En juillet dernier, après treize années de bons et loyaux services à l’Université Gaston-Berger de Saint-Louis du Sénégal, il a rejoint l’Université Duke, à Durham, en Caroline du Nord, où il enseigne désormais la philosophie africaine contemporaine. En janvier, il a publié La Saveur des derniers mètres, le récit de ses pérégrinations à travers la planète, de ses rencontres et découvertes de paysages physiques ou intérieurs. Et ce mois de mars, les Editions Actes Sud sortent Traces, un texte théâtral sous-titré Discours aux nations africaines: un homme, de retour sur sa terre natale, enjoint à ses frères africains de «tourner à nouveau leur visage vers le soleil, de reconquérir leur liberté et leur dignité, de continuer à marcher et élargir les horizons». En septembre, enfin, il sortira chez Gallimard un nouveau roman, Les lieux qui habitent mes rêves, un récit sur «la métamorphose, la fraternité, la guérison et les chemins qui mènent à l’apaisement».
Un calme olympien
Fils d’un colonel de l’armée sénégalaise et aîné d’une famille de 12 enfants, Felwine Sarr est né il y a 48 ans sur une île, Niodor, plantée au sud de Dakar, face à la Gambie. Cette île est sa matrice, son point d’ancrage. Ses habitants – des pêcheurs et des agriculteurs – ont la réputation d’avoir un caractère bien trempé et un sens aiguisé de la solidarité. Des qualités qui semblent ne pas faire défaut à cet ancien professeur d’économie dont le rapport Restituer le patrimoine africain a essuyé le courroux et les attaques des directeurs de musées et marchands d’art français. Face aux critiques, l’homme, qui ne hausse jamais le ton, conserve un calme olympien.

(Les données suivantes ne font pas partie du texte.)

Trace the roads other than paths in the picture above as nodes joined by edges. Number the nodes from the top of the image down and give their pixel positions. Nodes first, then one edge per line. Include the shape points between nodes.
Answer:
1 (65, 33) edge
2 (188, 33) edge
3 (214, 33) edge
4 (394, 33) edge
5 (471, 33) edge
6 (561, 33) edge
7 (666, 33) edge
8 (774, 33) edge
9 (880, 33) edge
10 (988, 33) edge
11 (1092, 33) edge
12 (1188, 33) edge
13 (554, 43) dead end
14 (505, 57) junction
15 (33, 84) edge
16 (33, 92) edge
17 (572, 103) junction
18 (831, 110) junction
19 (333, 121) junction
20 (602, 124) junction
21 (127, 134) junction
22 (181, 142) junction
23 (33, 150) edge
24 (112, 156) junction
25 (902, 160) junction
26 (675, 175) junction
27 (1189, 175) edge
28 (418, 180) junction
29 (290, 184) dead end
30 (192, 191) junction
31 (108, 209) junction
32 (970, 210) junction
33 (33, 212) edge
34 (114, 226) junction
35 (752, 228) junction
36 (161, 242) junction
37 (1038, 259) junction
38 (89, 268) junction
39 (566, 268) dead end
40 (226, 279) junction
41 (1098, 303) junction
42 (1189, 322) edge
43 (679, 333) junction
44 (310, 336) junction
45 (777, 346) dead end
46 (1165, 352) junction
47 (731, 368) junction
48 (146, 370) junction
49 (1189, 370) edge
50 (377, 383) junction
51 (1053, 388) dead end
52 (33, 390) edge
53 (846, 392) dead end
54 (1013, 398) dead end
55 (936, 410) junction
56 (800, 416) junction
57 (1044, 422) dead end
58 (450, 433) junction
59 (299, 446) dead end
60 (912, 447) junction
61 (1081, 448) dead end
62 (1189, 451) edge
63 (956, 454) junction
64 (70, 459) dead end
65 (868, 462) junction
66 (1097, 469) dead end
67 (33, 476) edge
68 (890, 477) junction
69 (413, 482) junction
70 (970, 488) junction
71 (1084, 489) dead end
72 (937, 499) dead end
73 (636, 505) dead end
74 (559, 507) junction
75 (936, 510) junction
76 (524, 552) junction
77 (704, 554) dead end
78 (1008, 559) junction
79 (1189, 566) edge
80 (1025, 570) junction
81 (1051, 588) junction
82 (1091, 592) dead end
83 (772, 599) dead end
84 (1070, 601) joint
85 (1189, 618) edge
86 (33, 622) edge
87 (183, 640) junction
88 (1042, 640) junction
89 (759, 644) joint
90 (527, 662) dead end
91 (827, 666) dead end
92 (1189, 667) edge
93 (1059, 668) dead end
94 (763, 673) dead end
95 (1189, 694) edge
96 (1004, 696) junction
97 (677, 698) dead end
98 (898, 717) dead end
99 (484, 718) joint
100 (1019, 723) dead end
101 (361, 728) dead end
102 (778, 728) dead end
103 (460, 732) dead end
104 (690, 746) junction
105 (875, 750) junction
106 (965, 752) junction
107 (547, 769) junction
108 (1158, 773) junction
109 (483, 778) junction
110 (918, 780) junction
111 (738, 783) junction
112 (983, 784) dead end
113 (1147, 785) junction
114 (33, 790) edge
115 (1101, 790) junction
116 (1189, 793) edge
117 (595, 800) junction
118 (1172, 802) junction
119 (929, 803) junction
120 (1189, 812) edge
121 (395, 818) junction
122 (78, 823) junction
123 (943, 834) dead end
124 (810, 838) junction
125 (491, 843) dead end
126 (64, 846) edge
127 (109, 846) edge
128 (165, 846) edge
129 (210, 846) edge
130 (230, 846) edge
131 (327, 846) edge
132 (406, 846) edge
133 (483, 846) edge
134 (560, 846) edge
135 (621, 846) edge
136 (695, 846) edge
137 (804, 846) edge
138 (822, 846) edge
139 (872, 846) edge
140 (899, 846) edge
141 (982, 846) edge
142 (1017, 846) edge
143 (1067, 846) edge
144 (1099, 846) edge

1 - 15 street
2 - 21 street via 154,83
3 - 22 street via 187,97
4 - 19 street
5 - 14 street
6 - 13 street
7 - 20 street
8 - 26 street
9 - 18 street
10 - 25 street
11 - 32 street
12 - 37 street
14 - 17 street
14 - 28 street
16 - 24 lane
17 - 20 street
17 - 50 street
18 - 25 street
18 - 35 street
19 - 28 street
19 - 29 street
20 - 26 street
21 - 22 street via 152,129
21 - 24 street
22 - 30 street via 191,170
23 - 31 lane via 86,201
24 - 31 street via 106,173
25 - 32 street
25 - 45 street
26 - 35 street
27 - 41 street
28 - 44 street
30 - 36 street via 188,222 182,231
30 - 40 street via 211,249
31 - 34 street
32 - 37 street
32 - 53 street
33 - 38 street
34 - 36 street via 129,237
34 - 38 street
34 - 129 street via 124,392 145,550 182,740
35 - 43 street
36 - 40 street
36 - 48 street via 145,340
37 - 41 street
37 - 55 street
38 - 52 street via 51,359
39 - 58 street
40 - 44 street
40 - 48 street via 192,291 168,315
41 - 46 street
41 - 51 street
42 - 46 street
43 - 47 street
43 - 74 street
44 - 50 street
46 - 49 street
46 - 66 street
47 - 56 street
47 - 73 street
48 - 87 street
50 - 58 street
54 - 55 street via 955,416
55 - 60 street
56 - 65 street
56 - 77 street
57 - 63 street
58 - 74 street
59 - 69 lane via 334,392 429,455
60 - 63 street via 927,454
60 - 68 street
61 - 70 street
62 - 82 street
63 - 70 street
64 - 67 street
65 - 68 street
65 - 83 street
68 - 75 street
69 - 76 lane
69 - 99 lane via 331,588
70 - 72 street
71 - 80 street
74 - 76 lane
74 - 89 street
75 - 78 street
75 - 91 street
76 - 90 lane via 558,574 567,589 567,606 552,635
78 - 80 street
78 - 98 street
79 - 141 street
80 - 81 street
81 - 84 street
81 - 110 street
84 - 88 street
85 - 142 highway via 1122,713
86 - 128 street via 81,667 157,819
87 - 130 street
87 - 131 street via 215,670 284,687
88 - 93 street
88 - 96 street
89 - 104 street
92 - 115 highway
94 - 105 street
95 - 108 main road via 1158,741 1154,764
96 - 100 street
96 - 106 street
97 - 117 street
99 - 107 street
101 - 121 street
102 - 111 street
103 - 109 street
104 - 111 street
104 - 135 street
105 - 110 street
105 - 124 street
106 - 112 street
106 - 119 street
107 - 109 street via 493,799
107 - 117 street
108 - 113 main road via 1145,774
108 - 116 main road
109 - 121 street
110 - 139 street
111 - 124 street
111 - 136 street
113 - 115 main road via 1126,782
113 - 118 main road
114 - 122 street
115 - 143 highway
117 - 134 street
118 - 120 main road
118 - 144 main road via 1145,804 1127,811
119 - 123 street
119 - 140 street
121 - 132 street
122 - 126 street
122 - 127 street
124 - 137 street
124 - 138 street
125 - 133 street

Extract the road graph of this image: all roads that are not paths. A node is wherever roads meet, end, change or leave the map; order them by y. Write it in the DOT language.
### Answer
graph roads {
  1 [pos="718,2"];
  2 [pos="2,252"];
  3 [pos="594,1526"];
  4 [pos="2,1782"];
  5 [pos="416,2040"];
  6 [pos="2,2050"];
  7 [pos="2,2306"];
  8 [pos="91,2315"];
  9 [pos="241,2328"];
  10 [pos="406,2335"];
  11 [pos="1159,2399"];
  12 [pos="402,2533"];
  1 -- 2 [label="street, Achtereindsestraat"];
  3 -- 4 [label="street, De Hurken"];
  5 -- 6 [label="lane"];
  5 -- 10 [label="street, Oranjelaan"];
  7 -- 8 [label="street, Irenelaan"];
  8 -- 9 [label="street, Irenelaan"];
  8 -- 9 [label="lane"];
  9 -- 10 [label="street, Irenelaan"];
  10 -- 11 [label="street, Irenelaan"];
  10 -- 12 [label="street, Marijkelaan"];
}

«Il a un mental à toute épreuve qu’il s’est forgé en pratiquant les arts martiaux et la méditation zen», observe Mohamadou Boye, ami de trente ans, universitaire et juriste vivant à Saint-Louis du Sénégal. Felwine Sarr répond sur le fond, du tac au tac et sans ciller, à ses détracteurs. «Pourquoi les Africains, qui ont été privés de près de 90% de leurs œuvres conservées hors du continent, n’auraient-ils pas droit à leur patrimoine? A ces objets hérités de leurs ancêtres qui disent l’histoire du continent, de sa créativité et de son génie? C’est absolument essentiel car l’histoire et le patrimoine jouent un rôle essentiel dans la construction d’une société. Les Européens comprendront tôt ou tard que c’est dans le mouvement de l’histoire, qu’il faut changer d’époque, changer de paradigme», insiste-t-il.
Etre utile au continent
Après un bac scientifique obtenu à Dakar, Felwine Sarr part étudier l’économie en France à la Faculté d’Orléans. Un choix de raison pour le jeune homme féru de littérature et de philosophie. «J’ai choisi une discipline qui pouvait être utile au continent. On nous disait que l’Afrique était sous-développée. Mes études m’ont permis de décoder les secrets de l’économie, et, par la suite, de déconstruire le concept de développement», explique-t-il. Pendant ses temps libres, il lit les grecs anciens, Nietzsche, les sages et les philosophes indiens et chinois, les mystiques chrétiens, Krishnamurti, Kundera, Bobin, et Quignard. Et fonde un groupe de musique reggae, Dolé, avec lequel il multiplie les tournées en Europe et publie deux albums.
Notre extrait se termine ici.